Ultimately, it was necessary to abandon the framework installation and proceed directly to deploying FLUX.1, but in the next free session on another day.

In practice, free Google Colab is more convenient to use on weekends, as the platform often provides extended access during that time.

The model occupied about 34 GB of cloud SSD disk space. However, all processes associated with the installation ultimately consumed around 86 GB.

Resources used by the Google Colab cloud machine. Screenshot: ForkLog.

Initially, FLUX.1 Schnell lacked sufficient video memory on the Nvidia Tesla T4 accelerator. The unoptimized configuration hit GPU limits until a series of simple code experiments with Gemini 3 Flash helped make adjustments using staged loading and memory clearing. As a result, about 3 GB of the available 16 GB of video memory was used during generation.

Screenshot: ForkLog.

Creating a single image took about seven minutes. Considering this was the free version of an open model, the result was pleasantly surprising.

Generated image using FLUX.1 Schnell. Source: ForkLog. 

When attempting to generate an image of rock singer Marilyn Manson in Victorian style with FLUX.1 Schnell, it likely did not recognize the reference to a specific person and reproduced only a generalized visual template.

Generated image of the performer based on the prompt “draw Marilyn Manson in Victorian style” using FLUX.1 Schnell. Source: ForkLog.

Complex and Incredible

Open neural networks have long been used not only for generating texts and images but also for more niche and unusual tasks. A striking example of unconventional AI architecture application is the GameNGen model, capable of recreating the gameplay of the classic shooter DOOM in real-time.

Source: GameNGen/Github

GameNGen does not simulate the game in the traditional sense but sequentially generates video: the model predicts what the next frame should look like after user actions (like movement or shooting). As a result, enemies, objects, and scene changes are not “calculated” by the engine but visually reproduced as the most likely outcome.

Among autonomous systems, the Voyager project stands out—an AI agent for Minecraft. It autonomously explores the game world, gathers resources, and continuously self-trains.

The scientific community is also actively adapting open AI for its needs, such as using algorithms for deciphering history. Researchers from Tel Aviv and Munich universities trained the Akkademia model to directly translate ancient Akkadian cuneiform into English. It allows for processing thousands of damaged clay tablets, accelerating archaeologists' work by several times.

No less interesting is the MinD-Vis project. This system analyzes functional MRI data and attempts to reconstruct images that the subject observes during scanning. In other words, it generates interpretations of what a person sees based on patterns of brain activity.
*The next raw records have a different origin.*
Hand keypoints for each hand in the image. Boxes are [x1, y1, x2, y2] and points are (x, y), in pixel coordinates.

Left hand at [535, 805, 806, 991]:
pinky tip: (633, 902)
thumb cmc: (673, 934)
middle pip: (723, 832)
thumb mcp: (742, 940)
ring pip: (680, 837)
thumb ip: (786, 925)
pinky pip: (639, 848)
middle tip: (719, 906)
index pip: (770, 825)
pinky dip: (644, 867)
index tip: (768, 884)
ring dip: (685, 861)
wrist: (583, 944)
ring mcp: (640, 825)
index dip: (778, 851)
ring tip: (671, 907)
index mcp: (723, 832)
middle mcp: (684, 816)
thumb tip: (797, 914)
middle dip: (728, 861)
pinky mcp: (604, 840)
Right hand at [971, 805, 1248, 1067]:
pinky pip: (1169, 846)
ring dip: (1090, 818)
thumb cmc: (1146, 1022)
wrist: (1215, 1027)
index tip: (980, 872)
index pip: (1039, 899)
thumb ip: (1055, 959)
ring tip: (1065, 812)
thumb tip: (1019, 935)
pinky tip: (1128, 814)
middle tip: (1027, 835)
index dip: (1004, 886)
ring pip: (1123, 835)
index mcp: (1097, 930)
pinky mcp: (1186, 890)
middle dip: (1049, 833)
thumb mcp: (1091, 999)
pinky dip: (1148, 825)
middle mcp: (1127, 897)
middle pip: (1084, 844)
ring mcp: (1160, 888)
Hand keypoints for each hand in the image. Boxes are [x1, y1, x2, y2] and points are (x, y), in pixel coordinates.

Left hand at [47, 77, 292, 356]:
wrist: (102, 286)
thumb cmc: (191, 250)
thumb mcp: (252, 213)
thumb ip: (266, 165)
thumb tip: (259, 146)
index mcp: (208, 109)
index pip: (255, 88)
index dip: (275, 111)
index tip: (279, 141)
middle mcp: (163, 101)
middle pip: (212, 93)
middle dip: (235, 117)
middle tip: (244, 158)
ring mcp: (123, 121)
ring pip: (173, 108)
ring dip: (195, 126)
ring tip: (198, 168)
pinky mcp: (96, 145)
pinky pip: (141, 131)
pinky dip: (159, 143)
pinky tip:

Such initiatives demonstrate that artificial intelligence has become a universal tool for understanding and modeling reality. The shift from closed corporate APIs to open-source code is forming a completely new paradigm for technological development. Today, any researcher, developer, or enthusiast can deploy infrastructure that just a few years ago required multi-million dollar investments in server farms.

The evolution of the ecosystem inevitably accompanies improvements in user experience: intuitive interfaces and automated deployment environments are replacing complex scripts. The use of tools like Ollama and Forge shows that privacy, lack of censorship, and high performance can coexist harmoniously within a single software solution. The future of the AI industry largely depends on how strong, scalable, and independent the open ecosystem remains.